WORK ORDER:
The entries below should be set down again exactly, with every picture left out.

Extracted data entries:
*-*-*

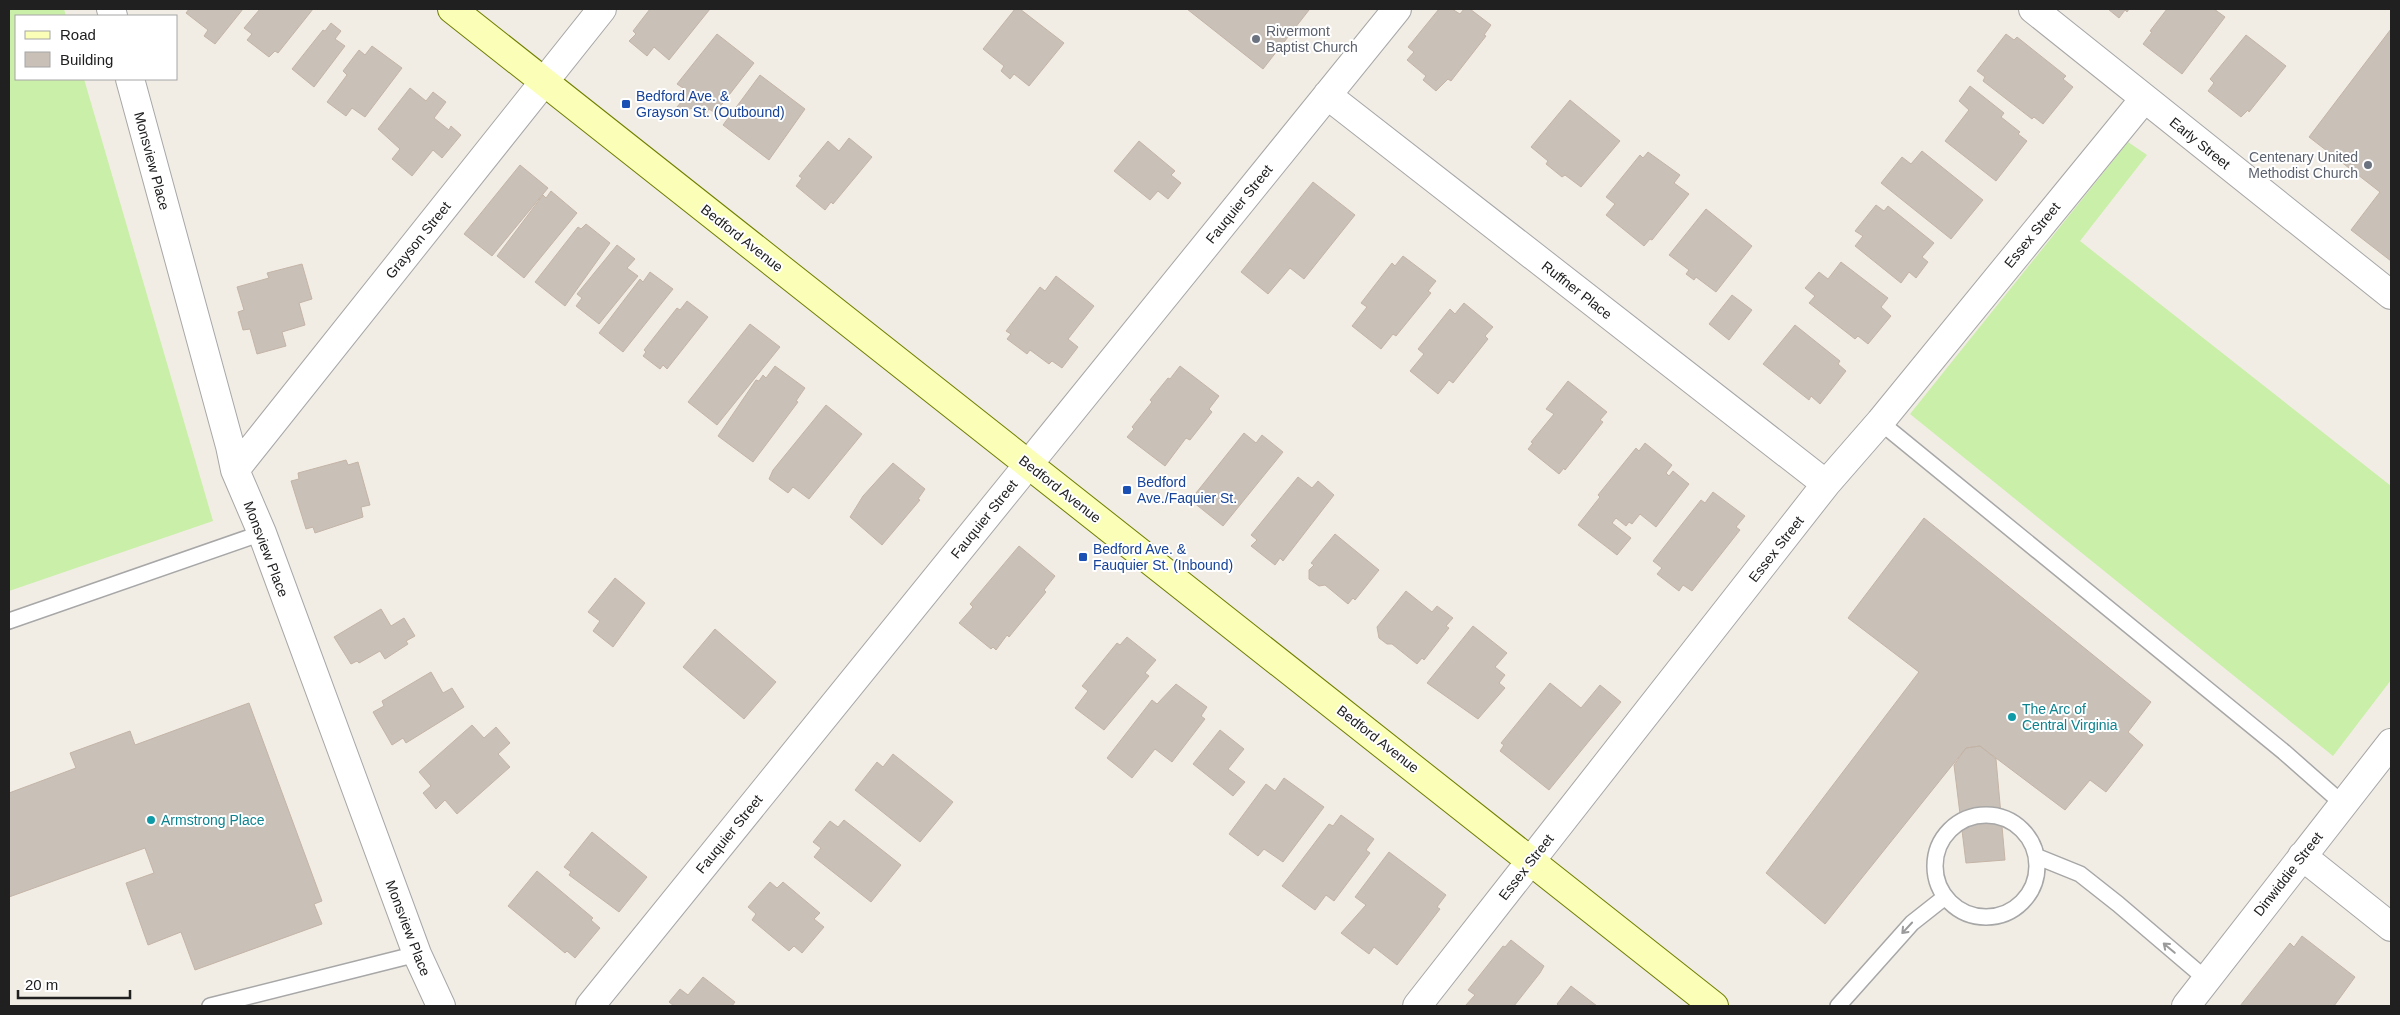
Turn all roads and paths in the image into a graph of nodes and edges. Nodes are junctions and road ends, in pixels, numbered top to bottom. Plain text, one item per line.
1 (452, 9) edge
2 (602, 9) edge
3 (1397, 9) edge
4 (2033, 9) edge
5 (130, 80) edge
6 (543, 81) junction
7 (1327, 96) junction
8 (2144, 99) junction
9 (2391, 295) edge
10 (1880, 422) junction
11 (1028, 464) junction
12 (235, 470) junction
13 (1826, 484) junction
14 (262, 533) junction
15 (9, 621) edge
16 (2391, 744) edge
17 (2343, 804) junction
18 (2302, 856) junction
19 (2038, 857) junction
20 (1532, 860) junction
21 (1945, 897) junction
22 (2391, 927) edge
23 (417, 954) junction
24 (2206, 980) junction
25 (210, 1006) edge
26 (441, 1006) edge
27 (590, 1006) edge
28 (1417, 1006) edge
29 (1714, 1006) edge
30 (1838, 1006) edge
31 (2186, 1006) edge

1 - 6 street, Bedford Avenue
2 - 6 street, Grayson Street
3 - 7 street, Fauquier Street
4 - 8 street, Early Street
5 - 12 street, Monsview Place
6 - 11 street, Bedford Avenue
6 - 12 street, Grayson Street
7 - 11 street, Fauquier Street
7 - 13 street, Ruffner Place
8 - 9 street, Early Street
8 - 10 street, Essex Street
10 - 13 street, Essex Street
10 - 17 lane
11 - 20 street, Bedford Avenue
11 - 27 street, Fauquier Street
12 - 14 street, Monsview Place
13 - 20 street, Essex Street
14 - 15 lane
14 - 23 street, Monsview Place
16 - 17 street, Dinwiddie Street
17 - 18 street, Dinwiddie Street
18 - 22 street
18 - 24 street, Dinwiddie Street
19 - 21 lane
19 - 21 lane
24 -> 19 lane
20 - 28 street, Essex Street
20 - 29 street, Bedford Avenue
21 -> 30 lane
23 - 25 lane
23 - 26 street, Monsview Place
24 - 31 street, Dinwiddie Street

*-*-*

OUTPUT FOR THIS TASK:
Turn all roads and paths in the image into a graph of nodes and edges. Nodes are junctions and road ends, in pixels, numbered top to bottom. Plain text, one item per line.
1 (452, 9) edge
2 (602, 9) edge
3 (1397, 9) edge
4 (2033, 9) edge
5 (130, 80) edge
6 (543, 81) junction
7 (1327, 96) junction
8 (2144, 99) junction
9 (2391, 295) edge
10 (1880, 422) junction
11 (1028, 464) junction
12 (235, 470) junction
13 (1826, 484) junction
14 (262, 533) junction
15 (9, 621) edge
16 (2391, 744) edge
17 (2343, 804) junction
18 (2302, 856) junction
19 (2038, 857) junction
20 (1532, 860) junction
21 (1945, 897) junction
22 (2391, 927) edge
23 (417, 954) junction
24 (2206, 980) junction
25 (210, 1006) edge
26 (441, 1006) edge
27 (590, 1006) edge
28 (1417, 1006) edge
29 (1714, 1006) edge
30 (1838, 1006) edge
31 (2186, 1006) edge

1 - 6 street, Bedford Avenue
2 - 6 street, Grayson Street
3 - 7 street, Fauquier Street
4 - 8 street, Early Street
5 - 12 street, Monsview Place
6 - 11 street, Bedford Avenue
6 - 12 street, Grayson Street
7 - 11 street, Fauquier Street
7 - 13 street, Ruffner Place
8 - 9 street, Early Street
8 - 10 street, Essex Street
10 - 13 street, Essex Street
10 - 17 lane
11 - 20 street, Bedford Avenue
11 - 27 street, Fauquier Street
12 - 14 street, Monsview Place
13 - 20 street, Essex Street
14 - 15 lane
14 - 23 street, Monsview Place
16 - 17 street, Dinwiddie Street
17 - 18 street, Dinwiddie Street
18 - 22 street
18 - 24 street, Dinwiddie Street
19 - 21 lane
19 - 21 lane
24 -> 19 lane
20 - 28 street, Essex Street
20 - 29 street, Bedford Avenue
21 -> 30 lane
23 - 25 lane
23 - 26 street, Monsview Place
24 - 31 street, Dinwiddie Street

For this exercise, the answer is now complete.